Purpose
Use this skill to make code faster to understand for humans. It provides concrete guidance for naming, comments, control flow, function structure, and tests.
In this repository, it also defines mandatory C++ documentation rules for .hpp and .cpp.
When to use
Use this skill when:
- •You know what to implement, but you are unsure how to present it in a readable form.
- •You are reviewing a change and need to explain why it is hard to read, and how to fix it with a minimal diff.
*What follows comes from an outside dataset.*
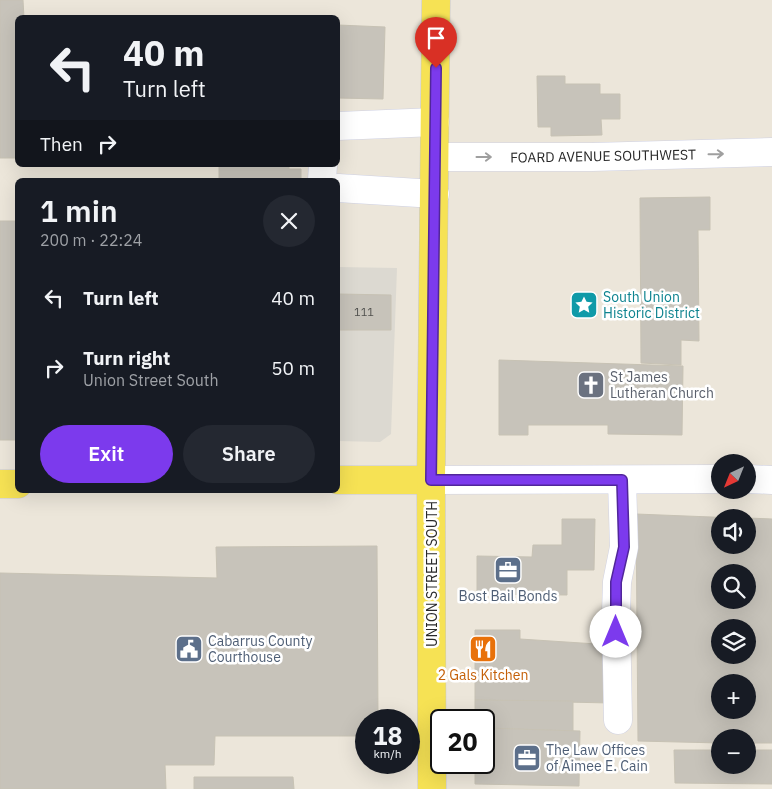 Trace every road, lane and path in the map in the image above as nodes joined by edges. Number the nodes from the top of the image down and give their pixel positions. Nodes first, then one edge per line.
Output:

- •You want to do a small refactor focused on readability (naming, early returns, paragraphing, test clarity).
How to use
- •
Open
references/code-readability.md. Select 1–3 relevant headings and cite them by heading name in your reasoning. - •
From the diff (or planned diff), list up to three places where a reader will likely pause: naming, branching, error handling, boundary conditions, test intent, or documentation gaps.
- •
For each place, write one sentence: “What could the reader misunderstand here?”
- •
Propose the smallest change that reduces reading time: rename, split a paragraph, add an intent/assumption/pitfall comment, introduce a named constant, or adjust a test name/structure.
- •
If you touched C++:
- •
.hpp: add Doxygen to all declarations (including private) and include units/ranges where relevant. - •
.cpp: keep comments “intent-first”; remove restatements of what the code already says; replace magic values with named constants.
- •
Output expectation
- •Prefer proposals that directly reduce reading time.
- •If a proposal increases diff size, explain the benefit (reading time saved) and the risk (review complexity / behavior change).